Decreases in a star’s light levels may reveal the presence of planets in orbit – and now astronomers have taken the first steps to use radio peeps to unveil new exoplanetary mysteries.

“Observing planetary auroral radio waves is the most promising method for detecting exoplanetary magnetic fields,” said Cornell University astronomer Jake Turner and colleagues in their new paper, “the knowledge of which will provide valuable insights into the planet’s internal structure. the atmospheric escape and habitability. “

When stellar winds – charged particles streaming from the host star – hit a planet’s magnetic field, the change in speed can be detected as striking variations in radio emissions, statistically described as ‘bursty’.

Earth’s own magnetic field vibrates and squeaks like alien birds as it channels solar winds. We have also heard similar cries from other planets in our solar system.

To detect a whisper of such radio signals from an exoplanet, we naturally first need a way to see beyond all the sound from Earth and elsewhere.

A few years ago, the team developed the BOREALIS pipeline program to do just that. They tested it on Jupiter and then calculated what Jupiter’s radio emissions would look like if it were much further away.

There have been some preliminary detections of new planets using these radio emissions, including early this year when astronomers linked radio wave activity to interactions between the magnetic field of star GJ 1151 and a potential planet the size of Earth. But all of these have yet to be confirmed by follow-up radio observations.

So Turner’s team decided to test the technique they developed using the Low Frequency Array Radio Telescope (LOFAR) of the Netherlands to look at three systems with known exoplanets: 55 Cancri, Upsilon Andromedae and Tau Boötis.

Only the Tau Boötis system, 51 light-years away, showed the beeps in radio data that matched the researchers’ predictions based on their tests of Jupiter. It came in the form of 14-21 MHz burst emissions and falls within roughly three standard deviations of certainty (3.2 sigma).

In 1996, a hot Jupiter exoplanet orbiting 3.3128 days around the scorching young F-type star and the smaller red dwarf that make up the Tau Boötis binary system was discovered.
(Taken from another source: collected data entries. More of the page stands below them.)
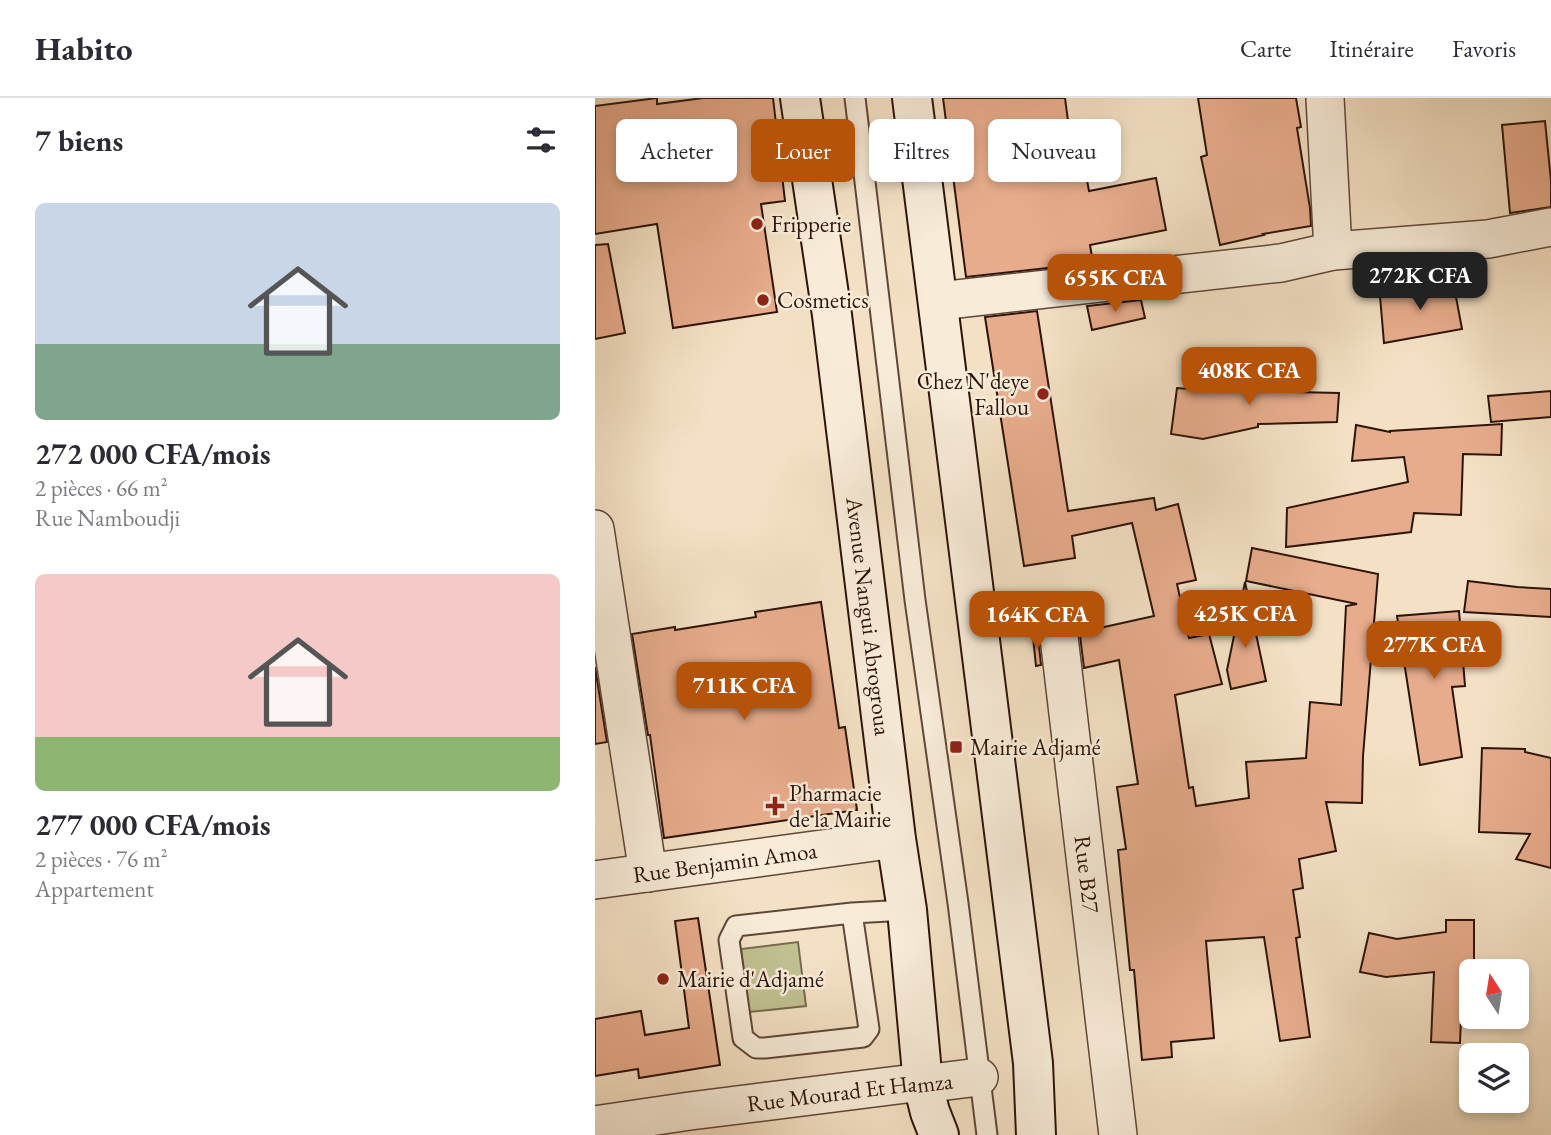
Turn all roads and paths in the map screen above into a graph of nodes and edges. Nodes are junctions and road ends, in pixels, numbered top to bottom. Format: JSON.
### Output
{"nodes":[{"id":1,"x":800,"y":98,"type":"edge"},
{"id":2,"x":855,"y":98,"type":"edge"},
{"id":3,"x":912,"y":98,"type":"edge"},
{"id":4,"x":1325,"y":98,"type":"edge"},
{"id":5,"x":1551,"y":227,"type":"edge"},
{"id":6,"x":1333,"y":251,"type":"junction"},
{"id":7,"x":939,"y":301,"type":"junction"},
{"id":8,"x":595,"y":529,"type":"edge"},
{"id":9,"x":1056,"y":612,"type":"dead end"},
{"id":10,"x":896,"y":839,"type":"junction"},
{"id":11,"x":648,"y":873,"type":"junction"},
{"id":12,"x":595,"y":880,"type":"edge"},
{"id":13,"x":907,"y":910,"type":"junction"},
{"id":14,"x":852,"y":913,"type":"junction"},
{"id":15,"x":979,"y":1077,"type":"junction"},
{"id":16,"x":923,"y":1084,"type":"junction"},
{"id":17,"x":595,"y":1125,"type":"edge"},
{"id":18,"x":939,"y":1135,"type":"edge"},
{"id":19,"x":987,"y":1135,"type":"edge"},
{"id":20,"x":1036,"y":1135,"type":"edge"},
{"id":21,"x":1118,"y":1135,"type":"edge"}],
"edges":[{"from":1,"to":10,"type":"street","name":"Avenue Nangui Abrogroua"},
{"from":2,"to":15,"type":"lane","name":"Avenue Nangui Abrogroua"},
{"from":3,"to":7,"type":"street"},
{"from":4,"to":6,"type":"street"},
{"from":5,"to":6,"type":"street"},
{"from":6,"to":7,"type":"street"},
{"from":7,"to":20,"type":"street"},
{"from":8,"to":11,"type":"street"},
{"from":9,"to":21,"type":"street","name":"Rue B27"},
{"from":10,"to":11,"type":"street","name":"Rue Benjamin Amoa"},
{"from":10,"to":13,"type":"street","name":"Avenue Nangui Abrogroua"},
{"from":11,"to":12,"type":"street","name":"Rue Benjamin Amoa"},
{"from":13,"to":14,"type":"lane"},
{"from":13,"to":16,"type":"street","name":"Avenue Nangui Abrogroua"},
{"from":14,"to":14,"type":"lane"},
{"from":15,"to":16,"type":"street","name":"Rue Mourad Et Hamza"},
{"from":15,"to":19,"type":"lane","name":"Avenue Nangui Abrogroua"},
{"from":16,"to":17,"type":"street","name":"Rue Mourad Et Hamza"},
{"from":16,"to":18,"type":"street","name":"Avenue Nangui Abrogroua"}]}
“We advocate an emission from the planet itself,” said Turner. “Given the strength and polarization of the planet’s radio signal and magnetic field, it is compatible with theoretical predictions.”

If their measurements are correct, they suggest that the planet’s magnetic field strength ranges from about 5 to 11 gauss (Jupiter ranges from 4 to 13 gauss, for comparison, and magnetic field measurements have shown that the planet has a core of metallic hydrogen). has) . The observed emission strength of the magnetic field is also consistent with previous predictions.

“The magnetic field of Earth-like exoplanets may contribute to their possible habitability,” explains Turner, “by shielding their own atmosphere from solar wind and cosmic rays, and protecting the planet from atmospheric loss.”

The signal they detected is weak and has yet to be verified by other low-frequency telescopes before researchers can confirm the true origin of the detected radio emissions.

“We cannot rule out stellar flares as the source of the emissions,” the researchers warned, but emissions from the planet remain a possibility.

If other telescopes such as LOFAR-LBA and NenuFAR can confirm these findings, such radio-emission detections from exoplanets will open an exciting new area of ​​research, giving us a potential way to see further into distant, alien worlds.

This research is published in Astronomy and Astrophysics.